## The task
Look over the lines below. Report each one that includes the string "Drive".

Dataset entries

Segment Open

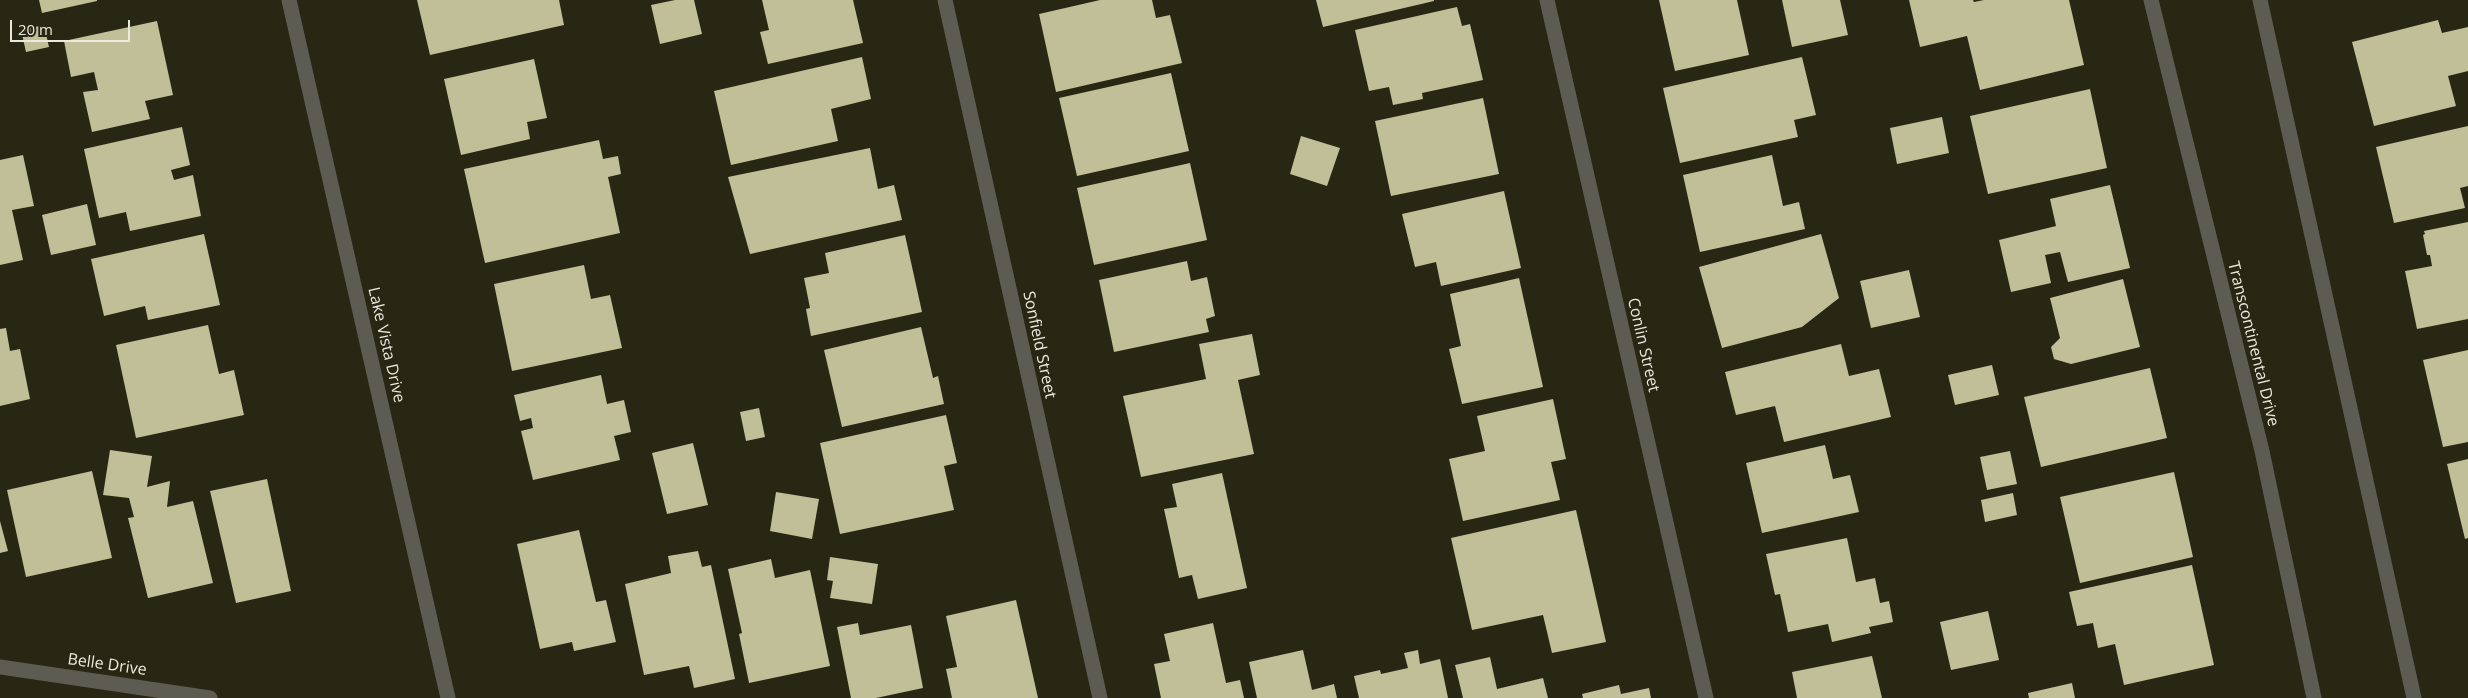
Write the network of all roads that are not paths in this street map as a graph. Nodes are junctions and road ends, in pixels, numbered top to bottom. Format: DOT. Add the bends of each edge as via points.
graph roads {
  1 [pos="289,0"];
  2 [pos="945,0"];
  3 [pos="1547,0"];
  4 [pos="2150,0"];
  5 [pos="2260,0"];
  6 [pos="0,667"];
  7 [pos="210,698"];
  8 [pos="448,698"];
  9 [pos="1100,698"];
  10 [pos="1706,698"];
  11 [pos="2314,698"];
  12 [pos="2414,698"];
  1 -- 8 [label="street, Lake Vista Drive"];
  2 -- 9 [label="street, Sonfield Street"];
  3 -- 10 [label="street, Conlin Street"];
  4 -- 11 [label="street, Transcontinental Drive" via="2262,451"];
  5 -- 12 [label="street"];
  6 -- 7 [label="street, Belle Drive"];
}
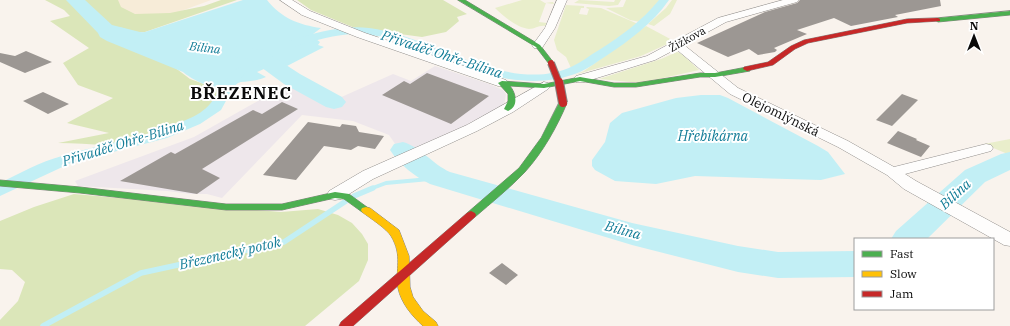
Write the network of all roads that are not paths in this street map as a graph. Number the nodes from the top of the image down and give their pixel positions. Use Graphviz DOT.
graph roads {
  1 [pos="461,0"];
  2 [pos="794,0"];
  3 [pos="559,1"];
  4 [pos="290,2"];
  5 [pos="1010,13"];
  6 [pos="677,45"];
  7 [pos="538,46"];
  8 [pos="715,75"];
  9 [pos="580,79"];
  10 [pos="502,83"];
  11 [pos="544,86"];
  12 [pos="508,109"];
  13 [pos="986,148"];
  14 [pos="892,172"];
  15 [pos="0,183"];
  16 [pos="345,197"];
  17 [pos="1010,240"];
  18 [pos="403,274"];
  19 [pos="345,326"];
  20 [pos="432,326"];
  1 -- 7 [label="street"];
  2 -- 6 [label="street, Žižkova"];
  3 -- 7 [label="street"];
  4 -- 10 [label="street"];
  5 -- 8 [label="street"];
  6 -- 8 [label="street, Olejomlýnská"];
  6 -- 9 [label="street, Žižkova"];
  7 -- 18 [label="street, bridge"];
  8 -- 9 [label="street"];
  8 -- 14 [label="street, Olejomlýnská"];
  9 -- 11 [label="street"];
  10 -- 11 [label="street"];
  10 -- 12 [label="street"];
  11 -- 12 [label="street"];
  12 -- 16 [label="street"];
  13 -- 14 [label="street"];
  14 -- 17 [label="street, Olejomlýnská"];
  15 -- 16 [label="street"];
  16 -- 18 [label="street"];
  18 -- 19 [label="street"];
  18 -- 20 [label="street"];
}
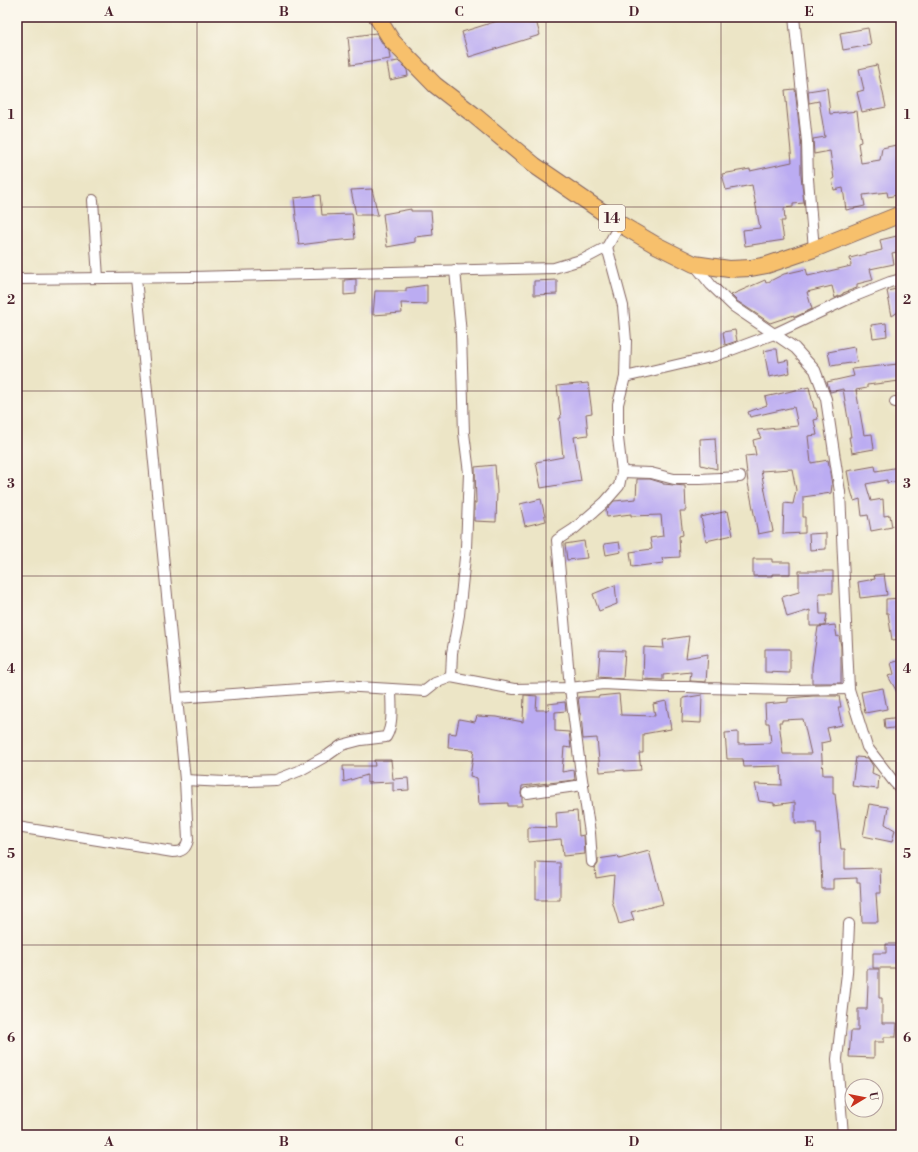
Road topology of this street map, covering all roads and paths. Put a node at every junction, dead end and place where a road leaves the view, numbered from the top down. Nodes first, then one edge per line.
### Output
1 (377, 17) edge
2 (794, 17) edge
3 (93, 200) dead end
4 (901, 214) edge
5 (620, 224) junction
6 (607, 247) junction
7 (814, 248) junction
8 (694, 264) junction
9 (455, 270) junction
10 (98, 278) junction
11 (136, 278) junction
12 (17, 279) edge
13 (901, 279) edge
14 (774, 334) junction
15 (625, 377) junction
16 (622, 472) junction
17 (740, 477) dead end
18 (451, 677) junction
19 (570, 688) junction
20 (391, 689) junction
21 (849, 689) junction
22 (176, 698) junction
23 (185, 780) junction
24 (583, 786) junction
25 (901, 789) edge
26 (527, 793) dead end
27 (17, 827) edge
28 (592, 862) dead end
29 (849, 924) dead end
30 (843, 1135) edge

1 - 5 highway, 14
2 - 7 street
3 - 10 street
4 - 7 highway, 14
5 - 6 street
5 - 8 highway, 14
6 - 9 street
6 - 15 street
7 - 8 highway, 14
8 - 14 street
9 - 11 street
9 - 18 street
10 - 11 street
10 - 12 street
11 - 22 street
13 - 14 street
14 - 15 street
14 - 21 street
15 - 16 street
16 - 17 street
16 - 19 street
18 - 19 street
18 - 20 street
19 - 21 street
19 - 24 street
20 - 22 street
20 - 23 street
21 - 25 street
22 - 23 street
23 - 27 street
24 - 26 street
24 - 28 street
29 - 30 street

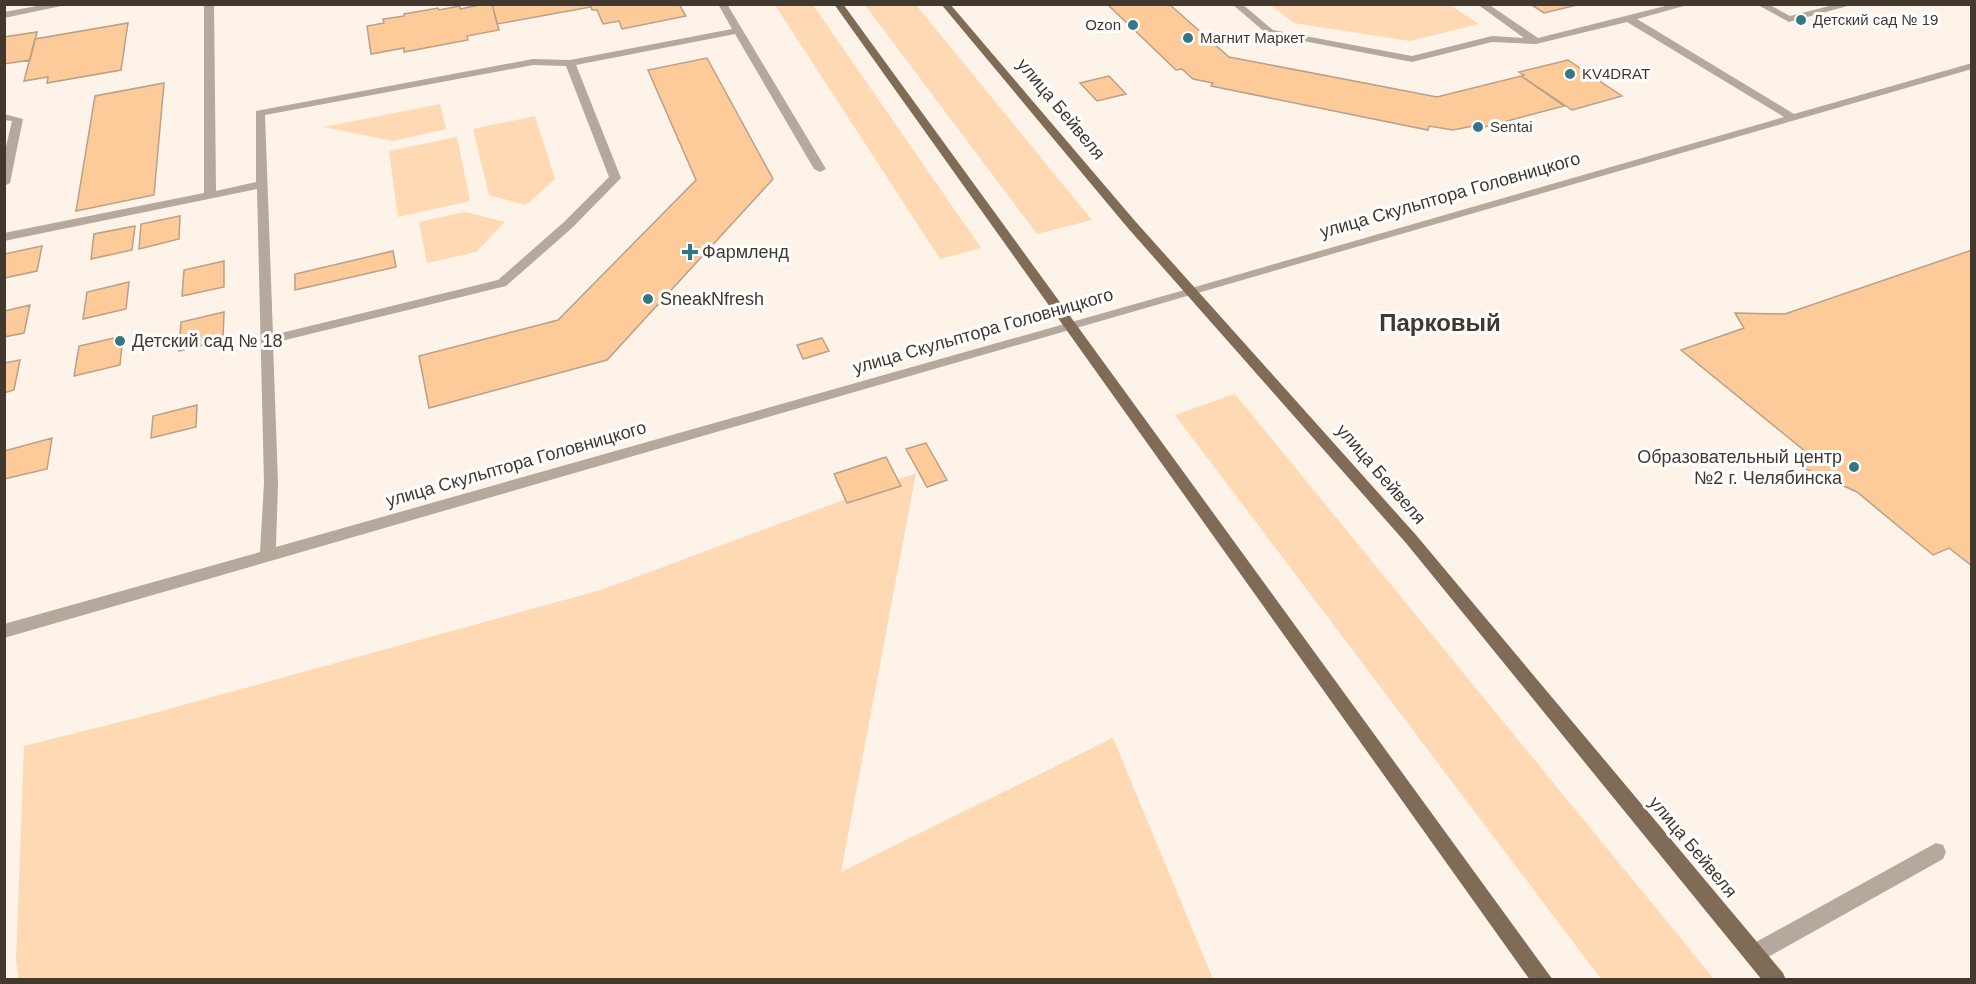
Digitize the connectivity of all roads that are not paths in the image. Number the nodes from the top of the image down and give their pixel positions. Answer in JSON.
{"nodes":[{"id":1,"x":67,"y":4,"type":"edge"},
{"id":2,"x":209,"y":4,"type":"edge"},
{"id":3,"x":722,"y":4,"type":"edge"},
{"id":4,"x":838,"y":4,"type":"edge"},
{"id":5,"x":945,"y":4,"type":"edge"},
{"id":6,"x":1236,"y":4,"type":"edge"},
{"id":7,"x":1481,"y":4,"type":"edge"},
{"id":8,"x":1687,"y":4,"type":"edge"},
{"id":9,"x":1760,"y":4,"type":"edge"},
{"id":10,"x":1851,"y":4,"type":"edge"},
{"id":11,"x":4,"y":15,"type":"edge"},
{"id":12,"x":1628,"y":18,"type":"junction"},
{"id":13,"x":738,"y":31,"type":"junction"},
{"id":14,"x":1536,"y":41,"type":"junction"},
{"id":15,"x":570,"y":63,"type":"junction"},
{"id":16,"x":1971,"y":66,"type":"edge"},
{"id":17,"x":4,"y":117,"type":"edge"},
{"id":18,"x":1792,"y":117,"type":"junction"},
{"id":19,"x":820,"y":169,"type":"dead end"},
{"id":20,"x":4,"y":183,"type":"edge"},
{"id":21,"x":261,"y":185,"type":"junction"},
{"id":22,"x":210,"y":195,"type":"junction"},
{"id":23,"x":4,"y":237,"type":"edge"},
{"id":24,"x":1192,"y":292,"type":"junction"},
{"id":25,"x":1071,"y":326,"type":"junction"},
{"id":26,"x":265,"y":341,"type":"junction"},
{"id":27,"x":268,"y":555,"type":"junction"},
{"id":28,"x":4,"y":631,"type":"edge"},
{"id":29,"x":1936,"y":852,"type":"dead end"},
{"id":30,"x":1754,"y":954,"type":"junction"},
{"id":31,"x":1543,"y":980,"type":"edge"},
{"id":32,"x":1776,"y":980,"type":"edge"}],
"edges":[{"from":1,"to":11,"type":"street"},
{"from":2,"to":22,"type":"street"},
{"from":3,"to":13,"type":"street"},
{"from":4,"to":25,"type":"main road"},
{"from":5,"to":24,"type":"main road","name":"улица Бейвеля"},
{"from":6,"to":14,"type":"street"},
{"from":7,"to":14,"type":"street"},
{"from":8,"to":12,"type":"street"},
{"from":9,"to":10,"type":"street"},
{"from":12,"to":14,"type":"street"},
{"from":12,"to":18,"type":"street"},
{"from":13,"to":15,"type":"street"},
{"from":13,"to":19,"type":"street"},
{"from":15,"to":21,"type":"street"},
{"from":15,"to":26,"type":"street"},
{"from":16,"to":18,"type":"street","name":"улица Скульптора Головницкого"},
{"from":17,"to":20,"type":"street"},
{"from":18,"to":24,"type":"street","name":"улица Скульптора Головницкого"},
{"from":21,"to":22,"type":"street"},
{"from":21,"to":26,"type":"street"},
{"from":22,"to":23,"type":"street"},
{"from":24,"to":25,"type":"street","name":"улица Скульптора Головницкого"},
{"from":24,"to":30,"type":"main road","name":"улица Бейвеля"},
{"from":25,"to":27,"type":"street","name":"улица Скульптора Головницкого"},
{"from":25,"to":31,"type":"main road"},
{"from":26,"to":27,"type":"street"},
{"from":27,"to":28,"type":"street","name":"улица Скульптора Головницкого"},
{"from":29,"to":30,"type":"street"},
{"from":30,"to":32,"type":"main road","name":"улица Бейвеля"}]}
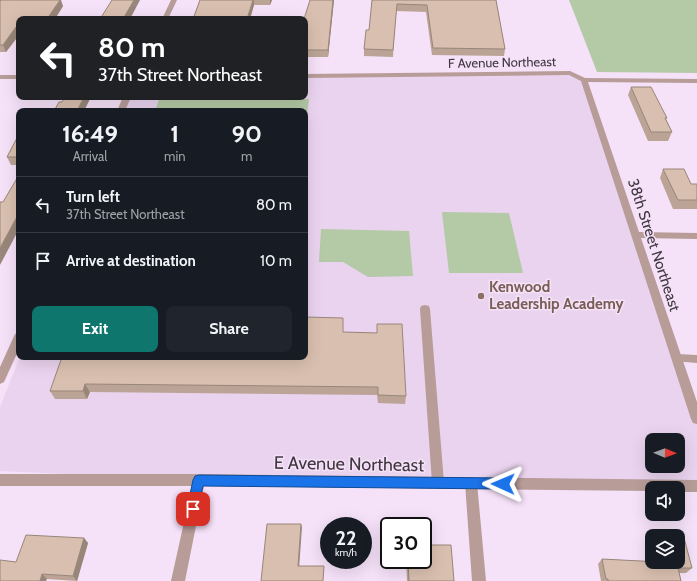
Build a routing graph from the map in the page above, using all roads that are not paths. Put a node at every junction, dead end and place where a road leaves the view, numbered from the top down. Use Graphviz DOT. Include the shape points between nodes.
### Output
graph roads {
  1 [pos="174,0"];
  2 [pos="166,16"];
  3 [pos="308,76"];
  4 [pos="0,77"];
  5 [pos="16,77"];
  6 [pos="584,80"];
  7 [pos="697,81"];
  8 [pos="636,235"];
  9 [pos="697,236"];
  10 [pos="425,309"];
  11 [pos="16,344"];
  12 [pos="677,358"];
  13 [pos="697,358"];
  14 [pos="0,379"];
  15 [pos="697,419"];
  16 [pos="0,480"];
  17 [pos="199,480"];
  18 [pos="438,483"];
  19 [pos="471,483"];
  20 [pos="697,486"];
  21 [pos="178,581"];
  22 [pos="479,581"];
  1 -- 2 [label="street"];
  3 -- 6 [label="street, F Avenue Northeast" via="570,73"];
  4 -- 5 [label="street"];
  6 -- 7 [label="street, F Avenue Northeast"];
  6 -- 8 [label="street, 38th Street Northeast"];
  8 -- 9 [label="street"];
  8 -- 12 [label="street, 38th Street Northeast"];
  10 -- 18 [label="street"];
  11 -- 14 [label="street"];
  12 -- 13 [label="street"];
  12 -- 15 [label="street, 38th Street Northeast"];
  16 -- 17 [label="street, E Avenue Northeast"];
  17 -- 18 [label="street, E Avenue Northeast"];
  17 -- 21 [label="street"];
  18 -- 19 [label="street, E Avenue Northeast"];
  19 -- 20 [label="street, E Avenue Northeast"];
  19 -- 22 [label="street"];
}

Segment Closed

## Solution for this problem
  1 -- 8 [label="street, Lake Vista Drive"];
  4 -- 11 [label="street, Transcontinental Drive" via="2262,451"];
  6 -- 7 [label="street, Belle Drive"];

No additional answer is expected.